- Task requirements
Without reproducing any image, print the listing below exactly.
:::
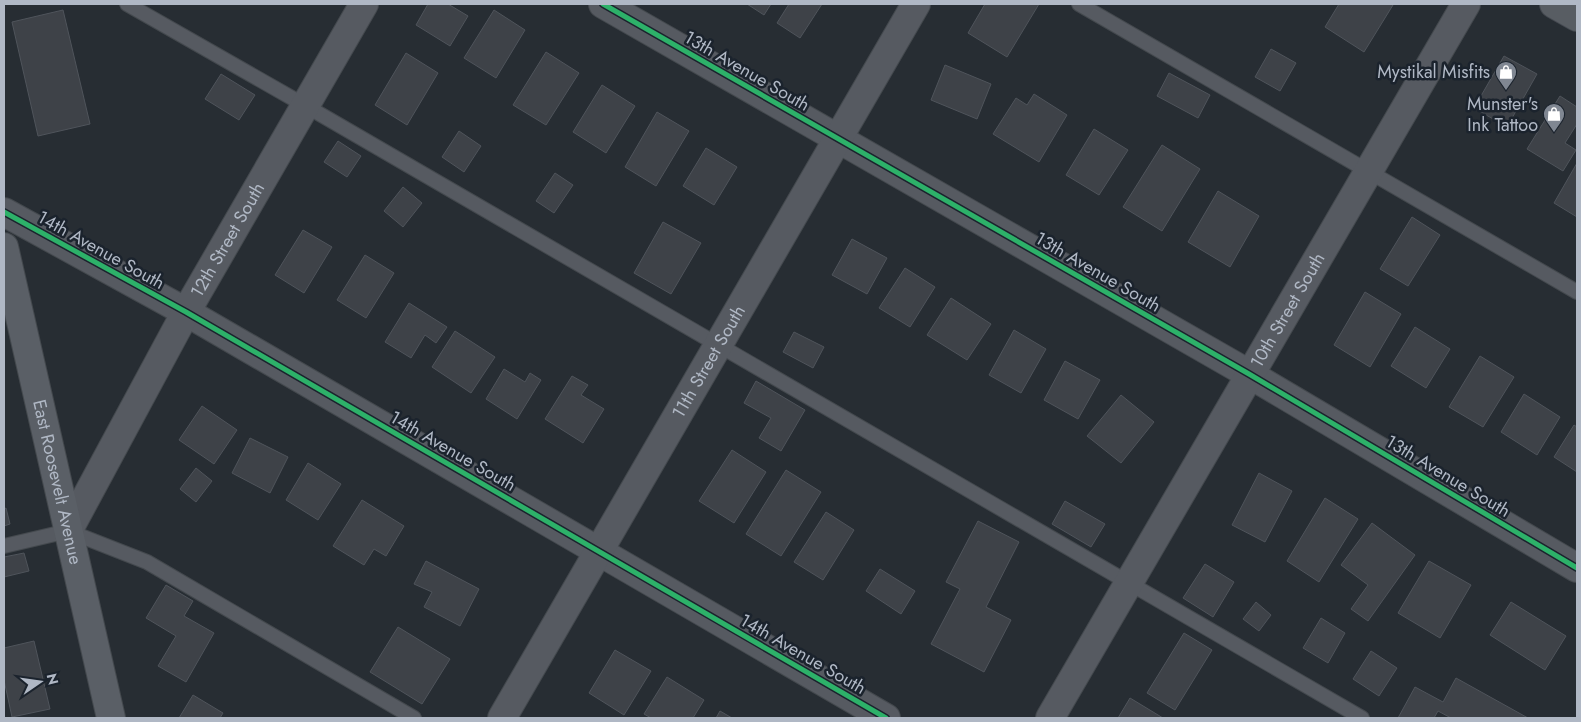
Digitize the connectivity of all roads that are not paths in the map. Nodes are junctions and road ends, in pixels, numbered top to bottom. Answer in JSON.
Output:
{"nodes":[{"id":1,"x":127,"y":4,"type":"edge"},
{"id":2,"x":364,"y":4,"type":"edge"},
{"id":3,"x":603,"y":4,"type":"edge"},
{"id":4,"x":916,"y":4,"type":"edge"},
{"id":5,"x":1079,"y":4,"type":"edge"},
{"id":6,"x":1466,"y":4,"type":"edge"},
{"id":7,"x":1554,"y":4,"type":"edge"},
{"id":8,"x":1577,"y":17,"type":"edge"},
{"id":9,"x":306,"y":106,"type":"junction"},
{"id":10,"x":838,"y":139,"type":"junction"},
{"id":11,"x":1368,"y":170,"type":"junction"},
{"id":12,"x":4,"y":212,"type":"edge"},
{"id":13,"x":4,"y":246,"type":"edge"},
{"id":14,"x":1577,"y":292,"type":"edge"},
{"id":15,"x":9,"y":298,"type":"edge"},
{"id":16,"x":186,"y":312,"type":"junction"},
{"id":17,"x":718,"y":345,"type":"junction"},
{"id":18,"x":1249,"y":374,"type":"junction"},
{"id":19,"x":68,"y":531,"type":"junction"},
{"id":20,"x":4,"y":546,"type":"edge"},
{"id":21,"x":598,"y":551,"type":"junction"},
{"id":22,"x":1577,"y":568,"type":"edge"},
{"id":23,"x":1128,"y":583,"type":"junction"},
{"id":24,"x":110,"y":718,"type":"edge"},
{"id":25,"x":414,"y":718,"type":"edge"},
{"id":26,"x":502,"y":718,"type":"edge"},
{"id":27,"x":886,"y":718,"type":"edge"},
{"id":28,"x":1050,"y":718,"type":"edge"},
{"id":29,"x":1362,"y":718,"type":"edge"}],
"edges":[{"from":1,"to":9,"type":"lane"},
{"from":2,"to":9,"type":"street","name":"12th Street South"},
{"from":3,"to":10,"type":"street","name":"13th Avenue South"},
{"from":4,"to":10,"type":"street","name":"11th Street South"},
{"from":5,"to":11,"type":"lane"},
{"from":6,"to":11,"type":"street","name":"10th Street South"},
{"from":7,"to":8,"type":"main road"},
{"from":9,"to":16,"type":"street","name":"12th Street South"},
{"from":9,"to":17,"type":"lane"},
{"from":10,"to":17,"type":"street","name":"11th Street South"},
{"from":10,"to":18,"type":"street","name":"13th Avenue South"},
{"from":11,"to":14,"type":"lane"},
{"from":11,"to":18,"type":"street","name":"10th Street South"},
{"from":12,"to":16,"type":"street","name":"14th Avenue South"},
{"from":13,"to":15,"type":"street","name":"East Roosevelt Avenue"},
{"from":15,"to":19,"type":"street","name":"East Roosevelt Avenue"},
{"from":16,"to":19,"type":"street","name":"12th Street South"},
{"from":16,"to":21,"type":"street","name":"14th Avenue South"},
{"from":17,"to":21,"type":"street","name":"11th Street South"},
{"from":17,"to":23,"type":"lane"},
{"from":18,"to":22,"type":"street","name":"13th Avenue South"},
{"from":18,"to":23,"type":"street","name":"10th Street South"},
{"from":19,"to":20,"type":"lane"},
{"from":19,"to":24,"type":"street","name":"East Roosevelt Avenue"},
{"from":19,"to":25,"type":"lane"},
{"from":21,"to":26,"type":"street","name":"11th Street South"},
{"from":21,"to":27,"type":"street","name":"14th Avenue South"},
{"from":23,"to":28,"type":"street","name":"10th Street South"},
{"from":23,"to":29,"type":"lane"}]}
:::
- Answer box
Digitize the connectivity of all roads that are not paths in the map. Nodes are junctions and road ends, in pixels, numbered top to bottom. Answer in JSON.
Output:
{"nodes":[{"id":1,"x":127,"y":4,"type":"edge"},
{"id":2,"x":364,"y":4,"type":"edge"},
{"id":3,"x":603,"y":4,"type":"edge"},
{"id":4,"x":916,"y":4,"type":"edge"},
{"id":5,"x":1079,"y":4,"type":"edge"},
{"id":6,"x":1466,"y":4,"type":"edge"},
{"id":7,"x":1554,"y":4,"type":"edge"},
{"id":8,"x":1577,"y":17,"type":"edge"},
{"id":9,"x":306,"y":106,"type":"junction"},
{"id":10,"x":838,"y":139,"type":"junction"},
{"id":11,"x":1368,"y":170,"type":"junction"},
{"id":12,"x":4,"y":212,"type":"edge"},
{"id":13,"x":4,"y":246,"type":"edge"},
{"id":14,"x":1577,"y":292,"type":"edge"},
{"id":15,"x":9,"y":298,"type":"edge"},
{"id":16,"x":186,"y":312,"type":"junction"},
{"id":17,"x":718,"y":345,"type":"junction"},
{"id":18,"x":1249,"y":374,"type":"junction"},
{"id":19,"x":68,"y":531,"type":"junction"},
{"id":20,"x":4,"y":546,"type":"edge"},
{"id":21,"x":598,"y":551,"type":"junction"},
{"id":22,"x":1577,"y":568,"type":"edge"},
{"id":23,"x":1128,"y":583,"type":"junction"},
{"id":24,"x":110,"y":718,"type":"edge"},
{"id":25,"x":414,"y":718,"type":"edge"},
{"id":26,"x":502,"y":718,"type":"edge"},
{"id":27,"x":886,"y":718,"type":"edge"},
{"id":28,"x":1050,"y":718,"type":"edge"},
{"id":29,"x":1362,"y":718,"type":"edge"}],
"edges":[{"from":1,"to":9,"type":"lane"},
{"from":2,"to":9,"type":"street","name":"12th Street South"},
{"from":3,"to":10,"type":"street","name":"13th Avenue South"},
{"from":4,"to":10,"type":"street","name":"11th Street South"},
{"from":5,"to":11,"type":"lane"},
{"from":6,"to":11,"type":"street","name":"10th Street South"},
{"from":7,"to":8,"type":"main road"},
{"from":9,"to":16,"type":"street","name":"12th Street South"},
{"from":9,"to":17,"type":"lane"},
{"from":10,"to":17,"type":"street","name":"11th Street South"},
{"from":10,"to":18,"type":"street","name":"13th Avenue South"},
{"from":11,"to":14,"type":"lane"},
{"from":11,"to":18,"type":"street","name":"10th Street South"},
{"from":12,"to":16,"type":"street","name":"14th Avenue South"},
{"from":13,"to":15,"type":"street","name":"East Roosevelt Avenue"},
{"from":15,"to":19,"type":"street","name":"East Roosevelt Avenue"},
{"from":16,"to":19,"type":"street","name":"12th Street South"},
{"from":16,"to":21,"type":"street","name":"14th Avenue South"},
{"from":17,"to":21,"type":"street","name":"11th Street South"},
{"from":17,"to":23,"type":"lane"},
{"from":18,"to":22,"type":"street","name":"13th Avenue South"},
{"from":18,"to":23,"type":"street","name":"10th Street South"},
{"from":19,"to":20,"type":"lane"},
{"from":19,"to":24,"type":"street","name":"East Roosevelt Avenue"},
{"from":19,"to":25,"type":"lane"},
{"from":21,"to":26,"type":"street","name":"11th Street South"},
{"from":21,"to":27,"type":"street","name":"14th Avenue South"},
{"from":23,"to":28,"type":"street","name":"10th Street South"},
{"from":23,"to":29,"type":"lane"}]}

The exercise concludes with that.